**Work to be completed**
Although the records contain pictures, the copy must not; reproduce everything else in them exactly.

**Dataset records**
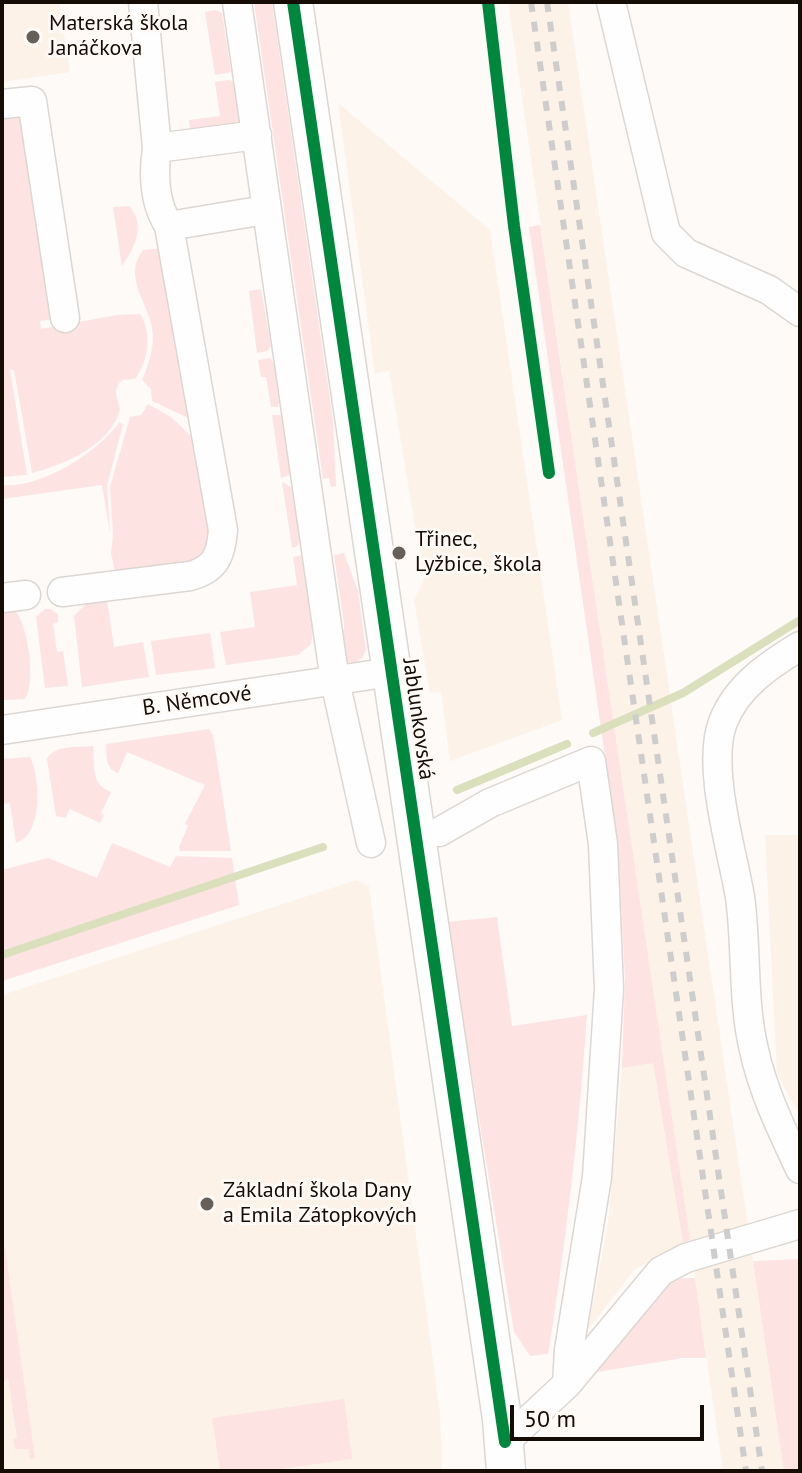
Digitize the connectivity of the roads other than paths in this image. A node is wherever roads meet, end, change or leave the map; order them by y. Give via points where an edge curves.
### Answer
1 (143, 2) edge
2 (237, 2) edge
3 (293, 2) edge
4 (611, 2) edge
5 (2, 104) edge
6 (257, 135) junction
7 (157, 148) junction
8 (265, 210) junction
9 (169, 226) junction
10 (800, 312) edge
11 (65, 318) dead end
12 (62, 592) dead end
13 (800, 646) edge
14 (391, 672) junction
15 (335, 681) junction
16 (2, 730) edge
17 (439, 832) dead end
18 (371, 843) dead end
19 (800, 1169) edge
20 (800, 1224) edge
21 (567, 1384) junction
22 (505, 1457) edge

1 - 7 street
2 - 6 street
3 - 14 main road, Jablunkovská
4 - 10 street via 666,233 686,253 769,290
5 - 11 street via 32,101
6 - 7 street
6 - 8 street
7 - 9 street via 160,212
8 - 9 street
8 - 15 street
9 - 12 street via 222,546 206,572
13 - 19 street via 762,669 739,695 722,722 718,758 740,899 753,1046 764,1090
14 - 15 street, B. Němcové
14 - 22 main road, Jablunkovská
15 - 16 street, B. Němcové
15 - 18 street
17 - 21 street via 490,803 591,761 603,844 609,989 597,1177
20 - 21 street via 686,1258 661,1271
21 - 22 street

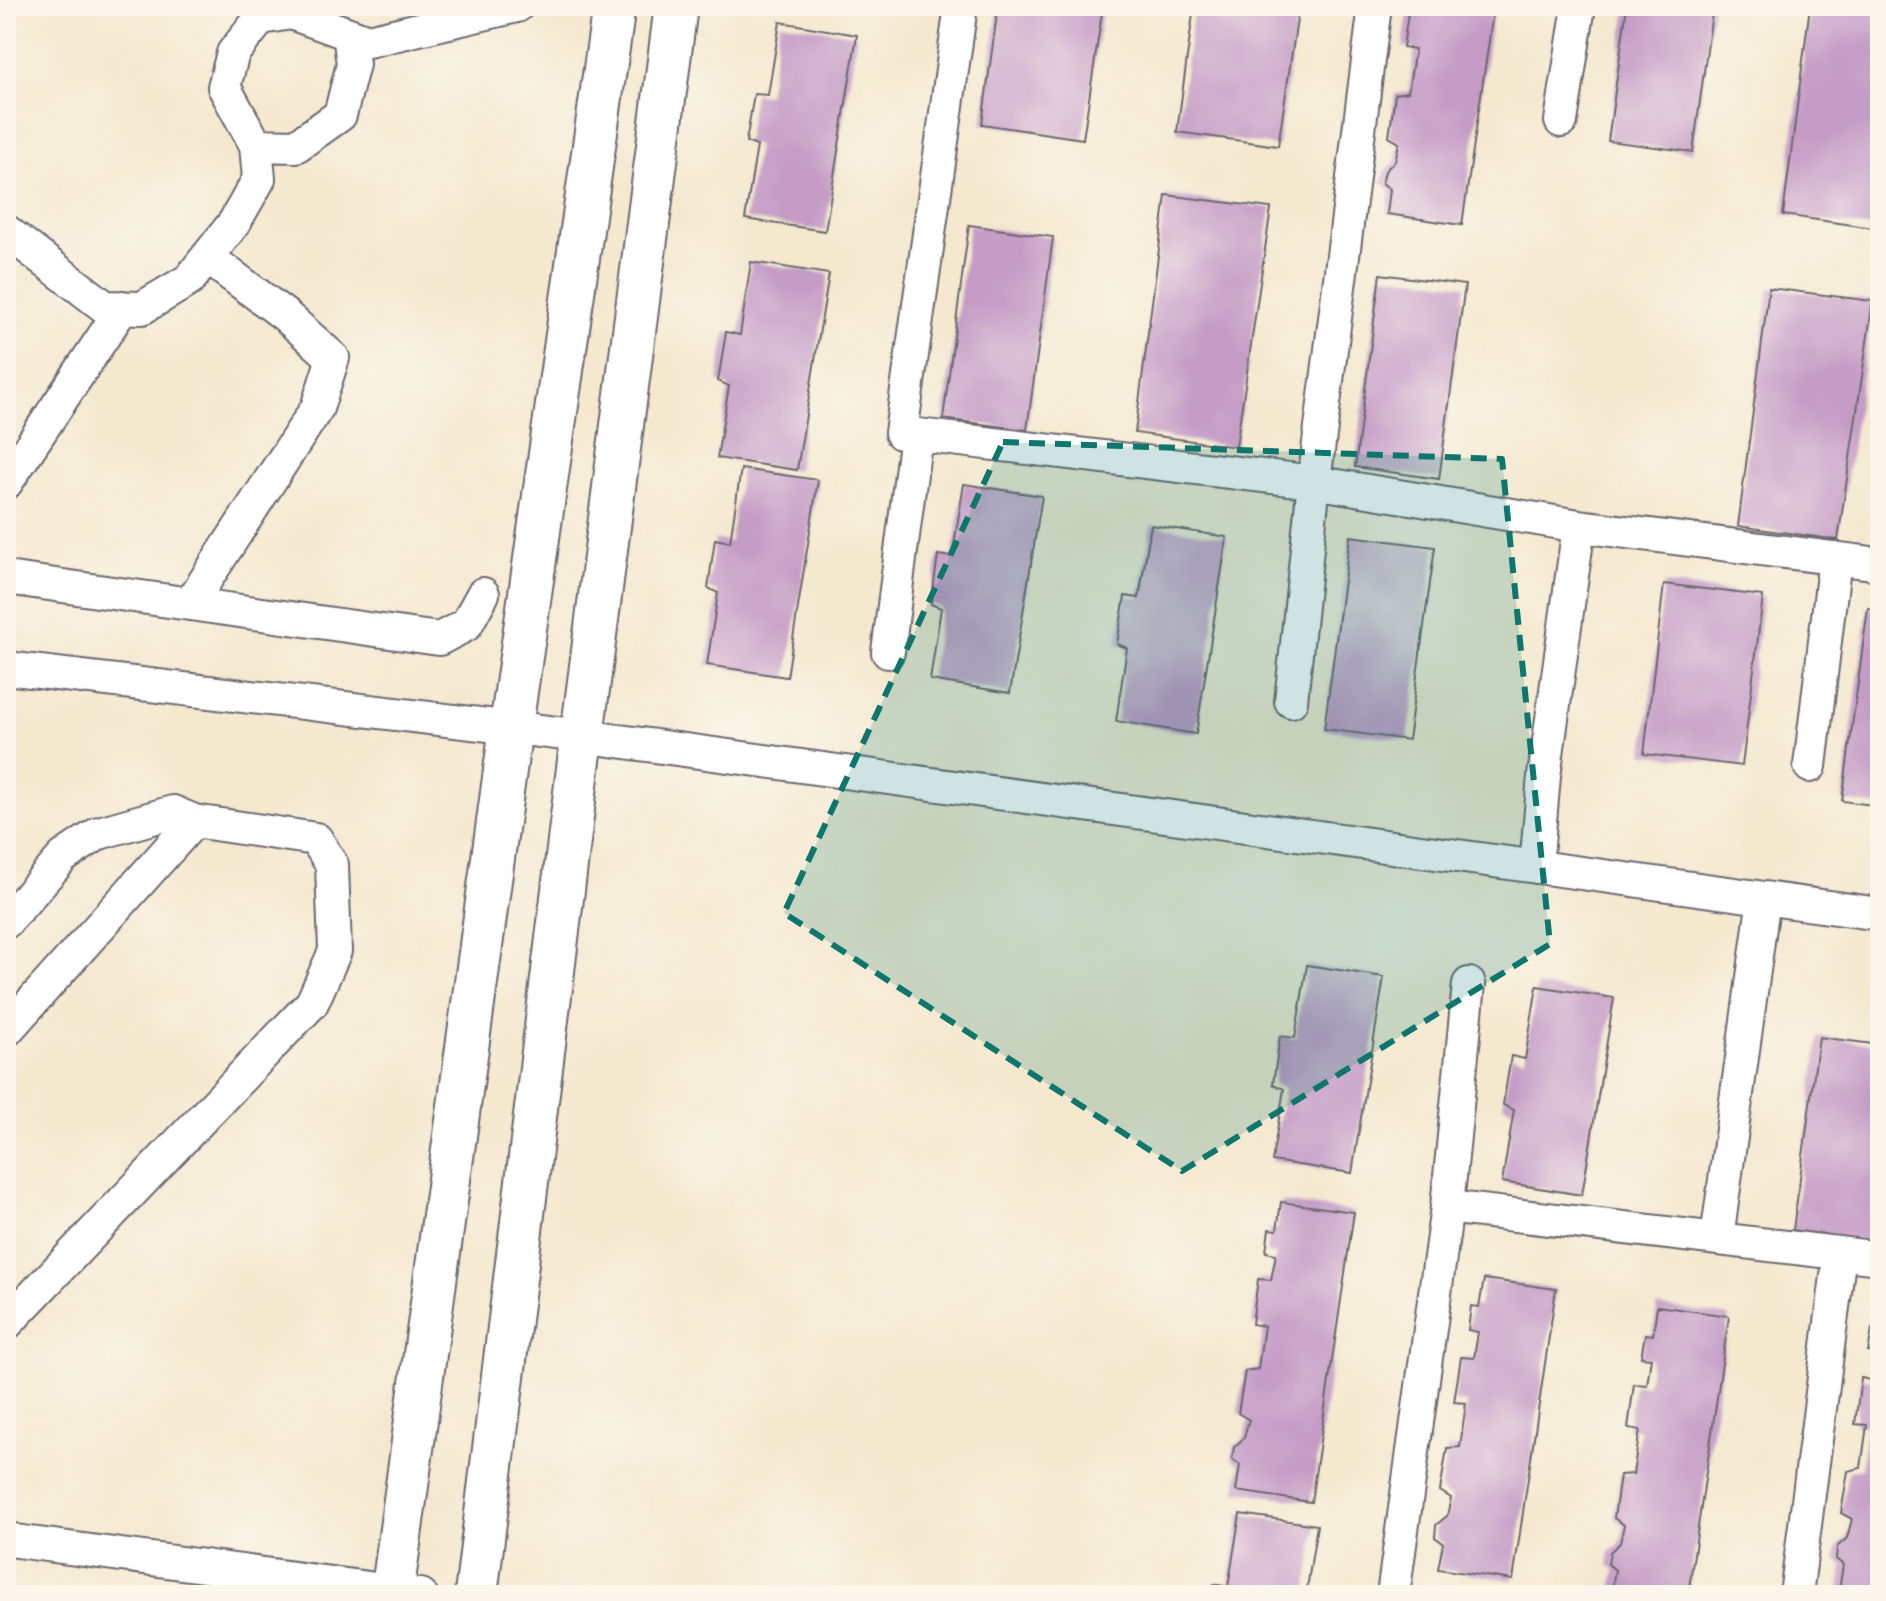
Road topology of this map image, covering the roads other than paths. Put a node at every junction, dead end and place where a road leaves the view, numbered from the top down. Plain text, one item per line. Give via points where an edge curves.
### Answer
1 (517, 6) edge
2 (614, 6) edge
3 (676, 6) edge
4 (961, 6) edge
5 (1375, 6) edge
6 (1579, 6) edge
7 (271, 11) edge
8 (349, 34) junction
9 (1561, 121) dead end
10 (256, 145) junction
11 (6, 231) edge
12 (207, 257) junction
13 (123, 307) junction
14 (916, 435) junction
15 (1314, 482) junction
16 (6, 483) edge
17 (1579, 526) junction
18 (1835, 558) junction
19 (1880, 564) edge
20 (6, 578) edge
21 (483, 594) dead end
22 (190, 604) junction
23 (888, 652) dead end
24 (6, 668) edge
25 (1291, 701) dead end
26 (511, 727) junction
27 (582, 736) junction
28 (1810, 766) dead end
29 (194, 821) junction
30 (1536, 867) junction
31 (1764, 898) junction
32 (1880, 914) edge
33 (6, 922) edge
34 (1469, 984) dead end
35 (6, 1031) edge
36 (1447, 1207) junction
37 (1717, 1238) junction
38 (1840, 1253) junction
39 (1880, 1258) edge
40 (6, 1324) edge
41 (6, 1537) edge
42 (402, 1594) edge
43 (476, 1595) edge
44 (1393, 1595) edge
45 (1796, 1595) edge

1 - 8 street via 368,41
2 - 26 street
3 - 27 street
4 - 14 street via 901,433
5 - 15 street
6 - 9 street
7 - 8 street
7 - 10 street via 233,53 224,87
8 - 10 street via 353,64 340,115 296,146
10 - 12 street via 259,179
11 - 13 street via 105,307
12 - 13 street via 178,287 142,308
12 - 22 street via 333,358 317,408
13 - 16 street
14 - 15 street
14 - 23 street
15 - 17 street
15 - 25 street
17 - 18 street
17 - 30 street
18 - 19 street
18 - 28 street
20 - 22 street
21 - 22 street via 466,625 439,639
24 - 26 street
26 - 27 street
26 - 42 street
27 - 30 street
27 - 43 street
29 - 33 street via 173,812 99,833 63,857
29 - 35 street
29 - 40 street via 316,839 332,865 335,951 312,1003
30 - 31 street
31 - 32 street
31 - 37 street
34 - 36 street
36 - 37 street
36 - 44 street
37 - 38 street
38 - 39 street
38 - 45 street
41 - 42 street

**Answer space**
Digitize the connectivity of the roads other than paths in this image. A node is wherever roads meet, end, change or leave the map; order them by y. Give via points where an edge curves.
### Answer
1 (143, 2) edge
2 (237, 2) edge
3 (293, 2) edge
4 (611, 2) edge
5 (2, 104) edge
6 (257, 135) junction
7 (157, 148) junction
8 (265, 210) junction
9 (169, 226) junction
10 (800, 312) edge
11 (65, 318) dead end
12 (62, 592) dead end
13 (800, 646) edge
14 (391, 672) junction
15 (335, 681) junction
16 (2, 730) edge
17 (439, 832) dead end
18 (371, 843) dead end
19 (800, 1169) edge
20 (800, 1224) edge
21 (567, 1384) junction
22 (505, 1457) edge

1 - 7 street
2 - 6 street
3 - 14 main road, Jablunkovská
4 - 10 street via 666,233 686,253 769,290
5 - 11 street via 32,101
6 - 7 street
6 - 8 street
7 - 9 street via 160,212
8 - 9 street
8 - 15 street
9 - 12 street via 222,546 206,572
13 - 19 street via 762,669 739,695 722,722 718,758 740,899 753,1046 764,1090
14 - 15 street, B. Němcové
14 - 22 main road, Jablunkovská
15 - 16 street, B. Němcové
15 - 18 street
17 - 21 street via 490,803 591,761 603,844 609,989 597,1177
20 - 21 street via 686,1258 661,1271
21 - 22 street

Road topology of this map image, covering the roads other than paths. Put a node at every junction, dead end and place where a road leaves the view, numbered from the top down. Plain text, one item per line. Give via points where an edge curves.
### Answer
1 (517, 6) edge
2 (614, 6) edge
3 (676, 6) edge
4 (961, 6) edge
5 (1375, 6) edge
6 (1579, 6) edge
7 (271, 11) edge
8 (349, 34) junction
9 (1561, 121) dead end
10 (256, 145) junction
11 (6, 231) edge
12 (207, 257) junction
13 (123, 307) junction
14 (916, 435) junction
15 (1314, 482) junction
16 (6, 483) edge
17 (1579, 526) junction
18 (1835, 558) junction
19 (1880, 564) edge
20 (6, 578) edge
21 (483, 594) dead end
22 (190, 604) junction
23 (888, 652) dead end
24 (6, 668) edge
25 (1291, 701) dead end
26 (511, 727) junction
27 (582, 736) junction
28 (1810, 766) dead end
29 (194, 821) junction
30 (1536, 867) junction
31 (1764, 898) junction
32 (1880, 914) edge
33 (6, 922) edge
34 (1469, 984) dead end
35 (6, 1031) edge
36 (1447, 1207) junction
37 (1717, 1238) junction
38 (1840, 1253) junction
39 (1880, 1258) edge
40 (6, 1324) edge
41 (6, 1537) edge
42 (402, 1594) edge
43 (476, 1595) edge
44 (1393, 1595) edge
45 (1796, 1595) edge

1 - 8 street via 368,41
2 - 26 street
3 - 27 street
4 - 14 street via 901,433
5 - 15 street
6 - 9 street
7 - 8 street
7 - 10 street via 233,53 224,87
8 - 10 street via 353,64 340,115 296,146
10 - 12 street via 259,179
11 - 13 street via 105,307
12 - 13 street via 178,287 142,308
12 - 22 street via 333,358 317,408
13 - 16 street
14 - 15 street
14 - 23 street
15 - 17 street
15 - 25 street
17 - 18 street
17 - 30 street
18 - 19 street
18 - 28 street
20 - 22 street
21 - 22 street via 466,625 439,639
24 - 26 street
26 - 27 street
26 - 42 street
27 - 30 street
27 - 43 street
29 - 33 street via 173,812 99,833 63,857
29 - 35 street
29 - 40 street via 316,839 332,865 335,951 312,1003
30 - 31 street
31 - 32 street
31 - 37 street
34 - 36 street
36 - 37 street
36 - 44 street
37 - 38 street
38 - 39 street
38 - 45 street
41 - 42 street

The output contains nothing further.